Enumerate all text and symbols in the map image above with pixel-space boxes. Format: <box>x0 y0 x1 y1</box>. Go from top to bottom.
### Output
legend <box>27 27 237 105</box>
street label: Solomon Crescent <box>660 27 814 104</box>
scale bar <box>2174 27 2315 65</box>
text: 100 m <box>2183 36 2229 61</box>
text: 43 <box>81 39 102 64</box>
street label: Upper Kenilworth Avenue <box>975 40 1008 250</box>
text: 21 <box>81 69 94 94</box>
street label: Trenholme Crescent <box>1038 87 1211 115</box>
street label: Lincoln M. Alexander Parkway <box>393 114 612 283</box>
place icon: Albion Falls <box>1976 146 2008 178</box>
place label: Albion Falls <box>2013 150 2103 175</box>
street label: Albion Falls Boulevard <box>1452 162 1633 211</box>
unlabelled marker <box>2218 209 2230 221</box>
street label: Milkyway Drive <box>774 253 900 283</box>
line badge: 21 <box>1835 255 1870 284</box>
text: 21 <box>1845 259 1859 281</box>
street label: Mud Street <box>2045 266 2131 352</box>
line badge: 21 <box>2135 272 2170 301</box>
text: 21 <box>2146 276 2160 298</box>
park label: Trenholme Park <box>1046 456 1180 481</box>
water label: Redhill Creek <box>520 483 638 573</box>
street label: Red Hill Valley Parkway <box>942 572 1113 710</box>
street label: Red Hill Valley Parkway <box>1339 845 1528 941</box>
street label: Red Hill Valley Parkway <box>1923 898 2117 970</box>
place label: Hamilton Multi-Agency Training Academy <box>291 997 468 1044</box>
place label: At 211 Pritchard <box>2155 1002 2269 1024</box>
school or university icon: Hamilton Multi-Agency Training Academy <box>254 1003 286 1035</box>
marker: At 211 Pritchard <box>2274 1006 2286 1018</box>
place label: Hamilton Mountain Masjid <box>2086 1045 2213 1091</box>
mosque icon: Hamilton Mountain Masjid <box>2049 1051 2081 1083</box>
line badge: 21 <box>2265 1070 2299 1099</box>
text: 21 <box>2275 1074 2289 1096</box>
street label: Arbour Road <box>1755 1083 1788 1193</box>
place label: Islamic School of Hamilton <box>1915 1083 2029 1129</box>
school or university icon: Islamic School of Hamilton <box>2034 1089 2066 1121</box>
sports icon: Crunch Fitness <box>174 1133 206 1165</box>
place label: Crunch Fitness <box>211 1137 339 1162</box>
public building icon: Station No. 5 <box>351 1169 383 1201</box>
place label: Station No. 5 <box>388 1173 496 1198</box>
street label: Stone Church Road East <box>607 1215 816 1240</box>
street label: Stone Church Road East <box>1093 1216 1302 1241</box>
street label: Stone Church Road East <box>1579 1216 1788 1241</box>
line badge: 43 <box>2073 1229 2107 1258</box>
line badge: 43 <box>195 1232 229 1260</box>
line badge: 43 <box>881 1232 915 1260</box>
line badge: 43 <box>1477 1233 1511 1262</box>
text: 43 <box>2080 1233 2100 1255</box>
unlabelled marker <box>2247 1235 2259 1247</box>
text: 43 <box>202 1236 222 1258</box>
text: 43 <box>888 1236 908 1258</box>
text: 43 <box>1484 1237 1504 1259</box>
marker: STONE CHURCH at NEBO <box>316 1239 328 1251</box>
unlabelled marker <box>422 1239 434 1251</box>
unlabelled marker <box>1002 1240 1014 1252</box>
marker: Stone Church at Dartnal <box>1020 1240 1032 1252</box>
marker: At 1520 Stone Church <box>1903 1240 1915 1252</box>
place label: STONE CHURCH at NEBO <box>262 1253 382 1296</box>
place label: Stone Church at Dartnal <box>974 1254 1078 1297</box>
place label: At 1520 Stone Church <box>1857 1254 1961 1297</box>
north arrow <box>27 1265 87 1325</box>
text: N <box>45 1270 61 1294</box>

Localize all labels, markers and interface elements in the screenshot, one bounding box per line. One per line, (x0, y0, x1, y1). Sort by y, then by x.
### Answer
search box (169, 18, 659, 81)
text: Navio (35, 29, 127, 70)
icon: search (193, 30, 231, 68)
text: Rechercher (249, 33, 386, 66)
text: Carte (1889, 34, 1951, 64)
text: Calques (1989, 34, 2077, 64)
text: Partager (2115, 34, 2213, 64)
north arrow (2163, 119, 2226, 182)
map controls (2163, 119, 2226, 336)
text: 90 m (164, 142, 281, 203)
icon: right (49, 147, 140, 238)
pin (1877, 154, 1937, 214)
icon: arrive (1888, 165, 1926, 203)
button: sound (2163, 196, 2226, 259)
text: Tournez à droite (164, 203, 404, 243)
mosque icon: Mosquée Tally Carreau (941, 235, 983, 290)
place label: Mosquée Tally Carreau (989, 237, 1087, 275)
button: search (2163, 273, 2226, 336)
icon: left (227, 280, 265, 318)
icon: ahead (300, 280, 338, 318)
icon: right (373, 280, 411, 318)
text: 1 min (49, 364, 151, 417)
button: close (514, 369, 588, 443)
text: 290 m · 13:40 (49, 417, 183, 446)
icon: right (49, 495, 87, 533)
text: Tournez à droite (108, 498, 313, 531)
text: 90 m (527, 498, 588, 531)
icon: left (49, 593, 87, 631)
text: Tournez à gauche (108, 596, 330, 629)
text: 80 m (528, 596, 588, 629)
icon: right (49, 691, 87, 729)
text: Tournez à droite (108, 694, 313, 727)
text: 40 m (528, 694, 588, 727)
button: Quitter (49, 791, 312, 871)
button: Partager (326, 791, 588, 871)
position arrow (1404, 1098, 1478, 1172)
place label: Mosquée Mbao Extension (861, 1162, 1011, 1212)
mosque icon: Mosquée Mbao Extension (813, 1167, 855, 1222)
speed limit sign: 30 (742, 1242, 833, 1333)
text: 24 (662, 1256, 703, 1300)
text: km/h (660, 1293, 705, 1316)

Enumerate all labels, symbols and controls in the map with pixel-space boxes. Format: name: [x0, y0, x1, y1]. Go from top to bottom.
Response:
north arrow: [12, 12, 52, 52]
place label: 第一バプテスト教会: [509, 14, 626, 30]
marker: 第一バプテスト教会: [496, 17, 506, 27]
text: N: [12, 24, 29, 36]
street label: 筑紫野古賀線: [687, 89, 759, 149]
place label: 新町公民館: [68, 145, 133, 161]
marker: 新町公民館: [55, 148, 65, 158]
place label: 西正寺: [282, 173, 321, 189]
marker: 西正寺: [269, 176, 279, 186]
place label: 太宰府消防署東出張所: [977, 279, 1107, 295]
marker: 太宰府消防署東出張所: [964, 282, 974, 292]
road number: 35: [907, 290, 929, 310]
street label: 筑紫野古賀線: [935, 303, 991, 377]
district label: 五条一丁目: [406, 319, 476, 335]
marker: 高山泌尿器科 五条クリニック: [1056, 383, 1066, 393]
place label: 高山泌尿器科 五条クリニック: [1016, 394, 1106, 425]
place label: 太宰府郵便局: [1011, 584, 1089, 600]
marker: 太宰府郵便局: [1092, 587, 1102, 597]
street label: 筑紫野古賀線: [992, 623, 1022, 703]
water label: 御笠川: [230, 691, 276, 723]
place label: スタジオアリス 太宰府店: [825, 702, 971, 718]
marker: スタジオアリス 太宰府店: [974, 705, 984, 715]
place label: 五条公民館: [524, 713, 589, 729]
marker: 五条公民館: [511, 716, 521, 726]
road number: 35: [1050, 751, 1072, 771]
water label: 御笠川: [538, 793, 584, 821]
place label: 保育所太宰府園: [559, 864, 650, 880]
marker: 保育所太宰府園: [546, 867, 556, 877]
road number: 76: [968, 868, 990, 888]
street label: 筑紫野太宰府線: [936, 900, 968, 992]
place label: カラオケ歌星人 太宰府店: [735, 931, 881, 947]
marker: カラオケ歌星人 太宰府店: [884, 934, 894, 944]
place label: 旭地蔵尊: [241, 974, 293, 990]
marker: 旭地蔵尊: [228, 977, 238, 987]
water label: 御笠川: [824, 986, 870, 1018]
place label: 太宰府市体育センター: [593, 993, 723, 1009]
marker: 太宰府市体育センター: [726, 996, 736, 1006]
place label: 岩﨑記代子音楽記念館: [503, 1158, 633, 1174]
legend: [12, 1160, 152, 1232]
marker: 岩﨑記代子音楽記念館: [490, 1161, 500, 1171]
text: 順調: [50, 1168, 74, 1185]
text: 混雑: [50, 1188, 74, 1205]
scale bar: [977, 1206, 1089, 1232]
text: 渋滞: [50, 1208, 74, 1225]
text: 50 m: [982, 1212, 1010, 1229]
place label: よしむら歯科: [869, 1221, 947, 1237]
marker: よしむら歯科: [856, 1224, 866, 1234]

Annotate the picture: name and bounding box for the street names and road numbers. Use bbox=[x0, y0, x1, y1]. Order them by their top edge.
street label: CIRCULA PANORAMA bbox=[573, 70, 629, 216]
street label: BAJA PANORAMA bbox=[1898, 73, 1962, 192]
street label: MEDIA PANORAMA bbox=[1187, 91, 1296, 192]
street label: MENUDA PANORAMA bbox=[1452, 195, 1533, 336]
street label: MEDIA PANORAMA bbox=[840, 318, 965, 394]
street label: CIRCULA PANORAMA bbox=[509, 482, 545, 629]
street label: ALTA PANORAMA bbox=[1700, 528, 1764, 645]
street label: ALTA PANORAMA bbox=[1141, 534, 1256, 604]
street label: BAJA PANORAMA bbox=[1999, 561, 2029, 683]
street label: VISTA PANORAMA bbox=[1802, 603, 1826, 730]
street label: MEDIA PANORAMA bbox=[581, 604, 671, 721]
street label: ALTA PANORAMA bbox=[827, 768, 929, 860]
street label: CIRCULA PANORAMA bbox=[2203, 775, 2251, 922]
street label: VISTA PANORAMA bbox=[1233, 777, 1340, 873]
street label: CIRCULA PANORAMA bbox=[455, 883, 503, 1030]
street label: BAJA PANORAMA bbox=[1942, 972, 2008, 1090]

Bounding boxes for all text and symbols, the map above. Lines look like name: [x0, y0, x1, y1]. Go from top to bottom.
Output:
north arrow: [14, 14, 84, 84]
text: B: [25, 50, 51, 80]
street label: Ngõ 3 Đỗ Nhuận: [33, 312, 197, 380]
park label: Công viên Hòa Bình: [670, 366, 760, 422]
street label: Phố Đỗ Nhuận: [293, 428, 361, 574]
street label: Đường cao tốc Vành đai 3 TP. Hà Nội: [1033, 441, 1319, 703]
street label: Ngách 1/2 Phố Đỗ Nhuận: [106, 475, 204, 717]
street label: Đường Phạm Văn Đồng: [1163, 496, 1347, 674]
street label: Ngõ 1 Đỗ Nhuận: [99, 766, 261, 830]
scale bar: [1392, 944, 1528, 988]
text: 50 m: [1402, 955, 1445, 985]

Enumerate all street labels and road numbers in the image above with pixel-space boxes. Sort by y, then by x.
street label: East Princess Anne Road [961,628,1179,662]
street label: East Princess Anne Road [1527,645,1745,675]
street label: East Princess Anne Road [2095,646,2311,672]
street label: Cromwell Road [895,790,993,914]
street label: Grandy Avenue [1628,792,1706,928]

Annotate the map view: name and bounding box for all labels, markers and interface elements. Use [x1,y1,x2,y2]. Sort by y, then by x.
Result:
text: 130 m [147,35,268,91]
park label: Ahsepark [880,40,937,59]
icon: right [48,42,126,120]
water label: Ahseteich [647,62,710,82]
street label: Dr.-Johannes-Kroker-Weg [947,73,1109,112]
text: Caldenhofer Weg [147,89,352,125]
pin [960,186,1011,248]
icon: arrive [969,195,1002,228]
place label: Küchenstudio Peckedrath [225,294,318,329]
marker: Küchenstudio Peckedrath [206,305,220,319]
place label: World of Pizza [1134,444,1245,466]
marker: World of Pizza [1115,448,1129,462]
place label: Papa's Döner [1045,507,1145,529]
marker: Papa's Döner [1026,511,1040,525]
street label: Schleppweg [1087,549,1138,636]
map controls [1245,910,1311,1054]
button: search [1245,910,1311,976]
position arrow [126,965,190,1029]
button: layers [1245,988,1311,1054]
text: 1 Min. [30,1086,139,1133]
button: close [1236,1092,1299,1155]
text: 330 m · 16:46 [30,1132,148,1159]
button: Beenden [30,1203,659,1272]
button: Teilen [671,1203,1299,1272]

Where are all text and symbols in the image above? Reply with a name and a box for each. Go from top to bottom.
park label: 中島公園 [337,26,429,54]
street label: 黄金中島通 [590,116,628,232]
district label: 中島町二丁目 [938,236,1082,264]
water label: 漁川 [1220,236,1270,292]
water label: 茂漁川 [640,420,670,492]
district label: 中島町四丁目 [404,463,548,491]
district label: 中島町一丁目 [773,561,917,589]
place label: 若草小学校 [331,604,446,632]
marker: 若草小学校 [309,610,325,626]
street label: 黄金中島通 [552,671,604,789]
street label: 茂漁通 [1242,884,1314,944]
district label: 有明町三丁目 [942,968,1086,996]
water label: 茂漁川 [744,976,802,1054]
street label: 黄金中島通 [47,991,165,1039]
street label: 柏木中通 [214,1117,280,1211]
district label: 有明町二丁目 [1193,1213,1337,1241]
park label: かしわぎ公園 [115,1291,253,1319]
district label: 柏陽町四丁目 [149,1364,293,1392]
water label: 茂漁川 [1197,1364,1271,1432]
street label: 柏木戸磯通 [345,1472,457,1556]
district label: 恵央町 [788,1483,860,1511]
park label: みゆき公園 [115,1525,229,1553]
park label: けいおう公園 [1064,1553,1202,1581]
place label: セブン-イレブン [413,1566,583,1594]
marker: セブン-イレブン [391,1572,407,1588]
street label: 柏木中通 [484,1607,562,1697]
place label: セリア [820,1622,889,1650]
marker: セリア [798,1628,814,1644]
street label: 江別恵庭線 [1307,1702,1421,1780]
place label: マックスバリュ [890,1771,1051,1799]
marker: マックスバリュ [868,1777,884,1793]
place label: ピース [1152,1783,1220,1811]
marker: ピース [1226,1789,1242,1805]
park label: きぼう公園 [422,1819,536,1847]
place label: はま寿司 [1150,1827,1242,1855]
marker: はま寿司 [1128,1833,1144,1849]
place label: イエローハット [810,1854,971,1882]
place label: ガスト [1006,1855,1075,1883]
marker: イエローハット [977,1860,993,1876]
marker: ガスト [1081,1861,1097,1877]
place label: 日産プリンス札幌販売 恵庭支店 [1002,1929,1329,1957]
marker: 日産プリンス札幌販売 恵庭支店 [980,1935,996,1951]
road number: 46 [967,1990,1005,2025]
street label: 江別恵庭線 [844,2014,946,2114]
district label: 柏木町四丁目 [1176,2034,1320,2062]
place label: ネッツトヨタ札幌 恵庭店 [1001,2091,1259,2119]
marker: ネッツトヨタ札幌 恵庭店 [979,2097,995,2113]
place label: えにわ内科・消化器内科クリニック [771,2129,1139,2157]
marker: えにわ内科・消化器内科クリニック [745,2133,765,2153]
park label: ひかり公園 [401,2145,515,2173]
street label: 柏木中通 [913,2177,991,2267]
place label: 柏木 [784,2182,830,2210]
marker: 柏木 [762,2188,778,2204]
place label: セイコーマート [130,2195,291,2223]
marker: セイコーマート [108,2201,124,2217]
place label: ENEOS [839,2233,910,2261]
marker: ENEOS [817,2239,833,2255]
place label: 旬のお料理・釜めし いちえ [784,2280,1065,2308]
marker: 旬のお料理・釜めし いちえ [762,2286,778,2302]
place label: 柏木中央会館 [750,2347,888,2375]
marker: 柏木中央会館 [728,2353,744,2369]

◇ ◇ ◇ ◇ ◇ ◇ ◇

Task to carry out | Using the listing above, pull out all lines that hold the word "Crescent".

Answer to this task |
street label: Solomon Crescent <box>660 27 814 104</box>
street label: Trenholme Crescent <box>1038 87 1211 115</box>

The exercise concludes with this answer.